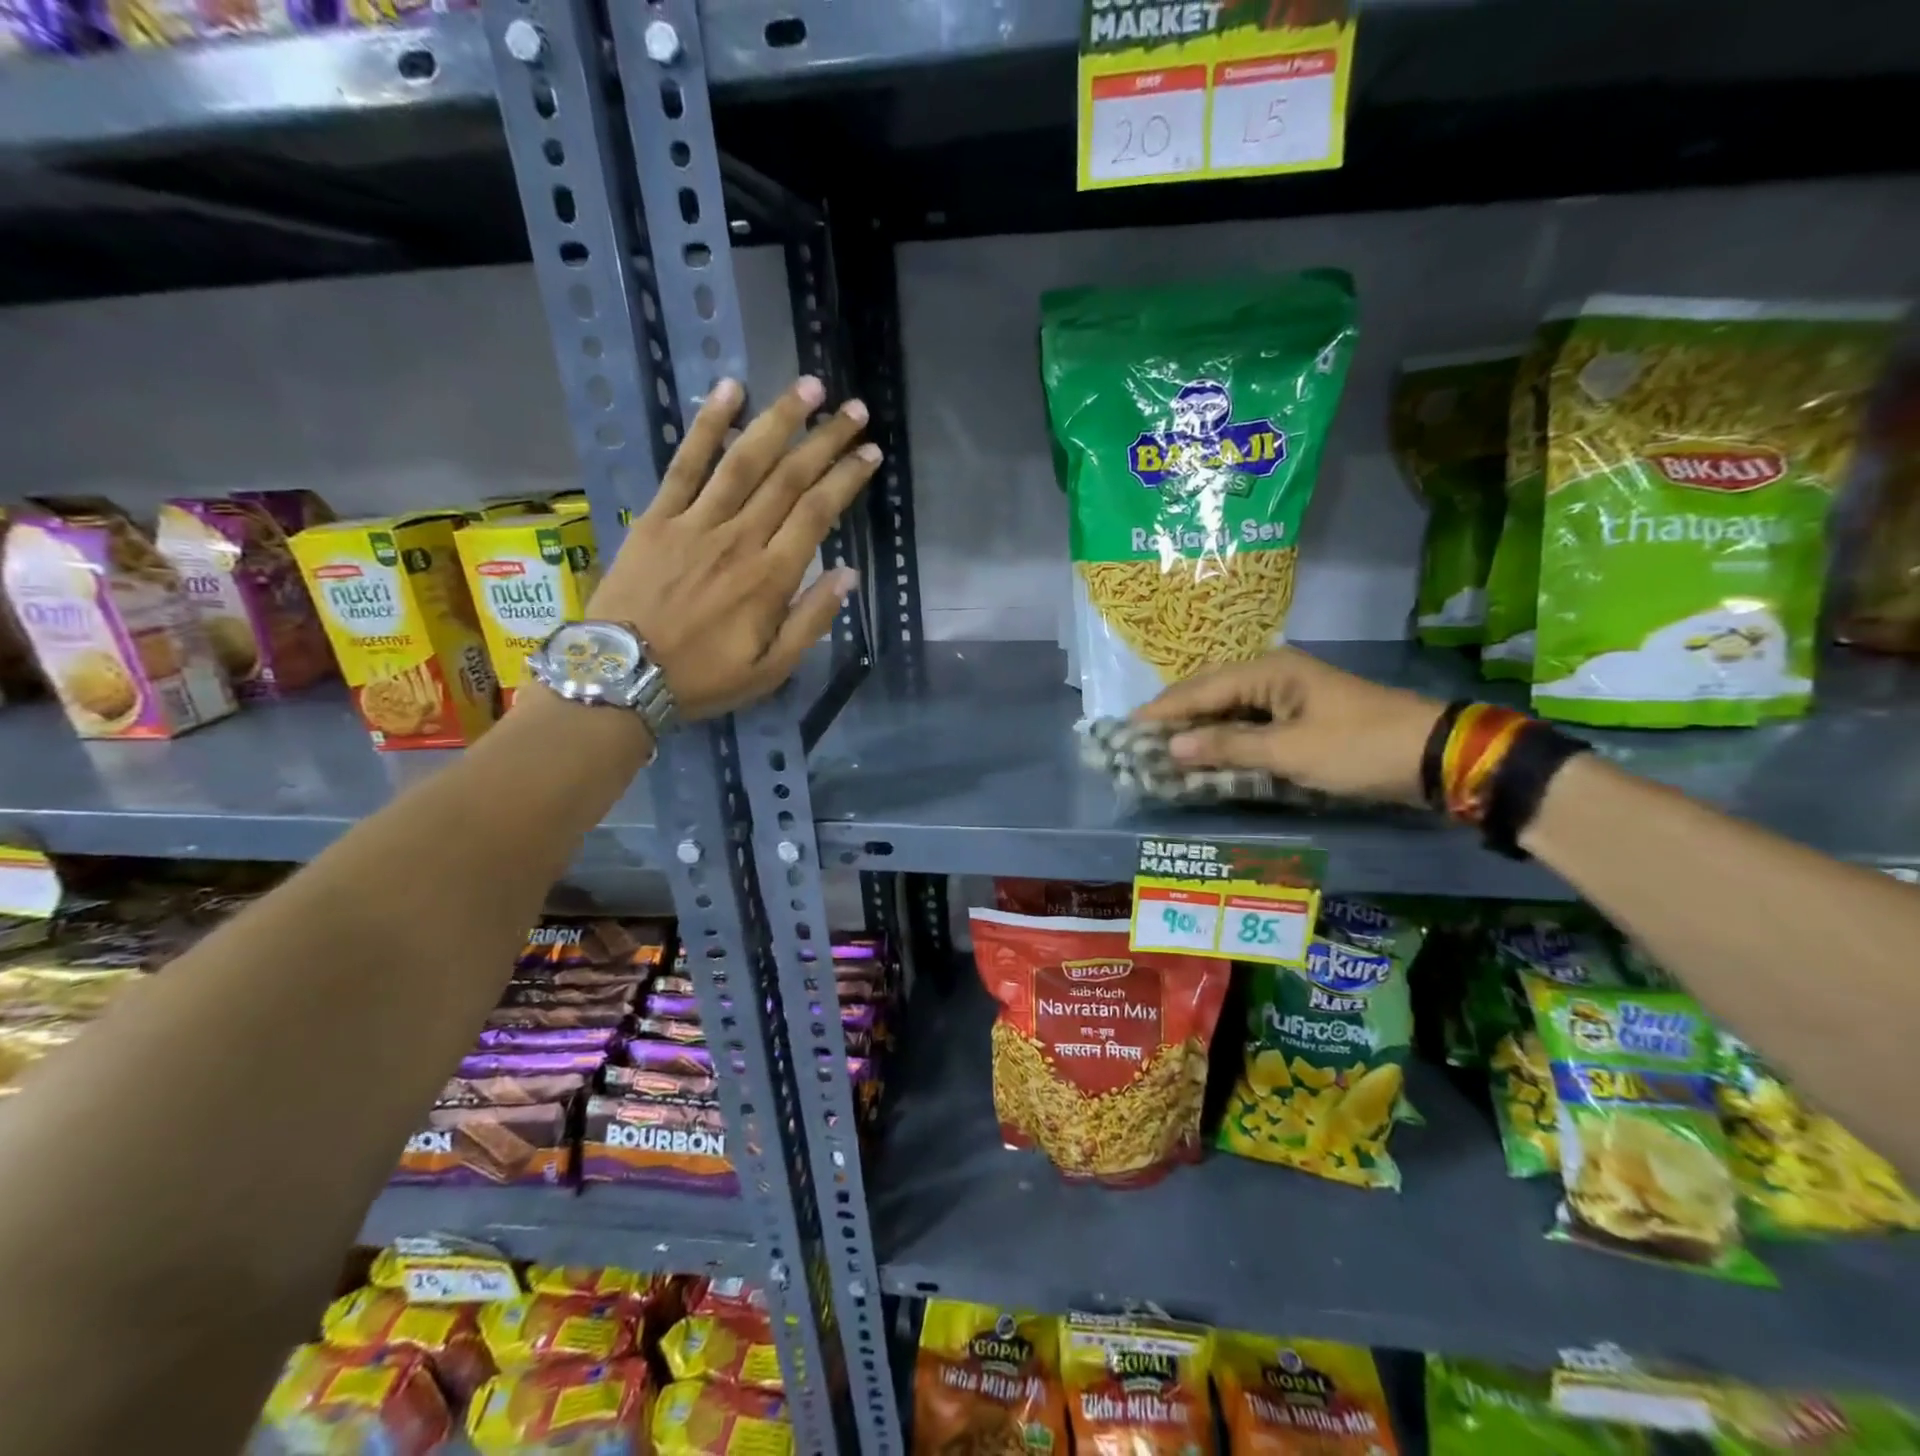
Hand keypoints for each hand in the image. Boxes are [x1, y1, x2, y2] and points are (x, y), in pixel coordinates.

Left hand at [584, 375, 877, 720]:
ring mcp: (696, 522)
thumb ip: (811, 621)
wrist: (622, 676)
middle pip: (789, 478)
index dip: (847, 478)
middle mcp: (739, 539)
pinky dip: (707, 425)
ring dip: (779, 419)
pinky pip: (685, 463)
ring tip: (808, 388)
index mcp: (770, 578)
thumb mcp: (771, 670)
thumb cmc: (704, 678)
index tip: (870, 453)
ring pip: (744, 460)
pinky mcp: (658, 516)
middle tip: (853, 408)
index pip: (818, 513)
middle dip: (825, 439)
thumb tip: (847, 576)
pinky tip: (729, 390)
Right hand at [1133, 649, 1445, 805]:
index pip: (1200, 689)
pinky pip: (1248, 720)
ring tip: (1163, 744)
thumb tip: (1170, 748)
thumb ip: (1227, 747)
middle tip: (1139, 736)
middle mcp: (1273, 673)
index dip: (1163, 711)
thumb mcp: (1289, 752)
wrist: (1433, 756)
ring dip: (1197, 726)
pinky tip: (1206, 749)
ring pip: (1228, 706)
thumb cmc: (1357, 748)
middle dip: (1175, 715)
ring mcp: (1288, 693)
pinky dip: (1224, 735)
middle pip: (1210, 691)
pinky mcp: (1300, 714)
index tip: (1127, 728)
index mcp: (1268, 670)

------------------------------------------------------------

-- INSTRUCTIONS FOR THE TASK --
Using the entries above, copy exactly the lines from the one containing "ring pip: (1228, 706)" through the last, both included.

-- REPLY --
ring pip: (1228, 706)
thumb cmc: (1357, 748)
middle dip: (1175, 715)
ring mcp: (1288, 693)
pinky dip: (1224, 735)
middle pip: (1210, 691)
pinky mcp: (1300, 714)
index tip: (1127, 728)
index mcp: (1268, 670)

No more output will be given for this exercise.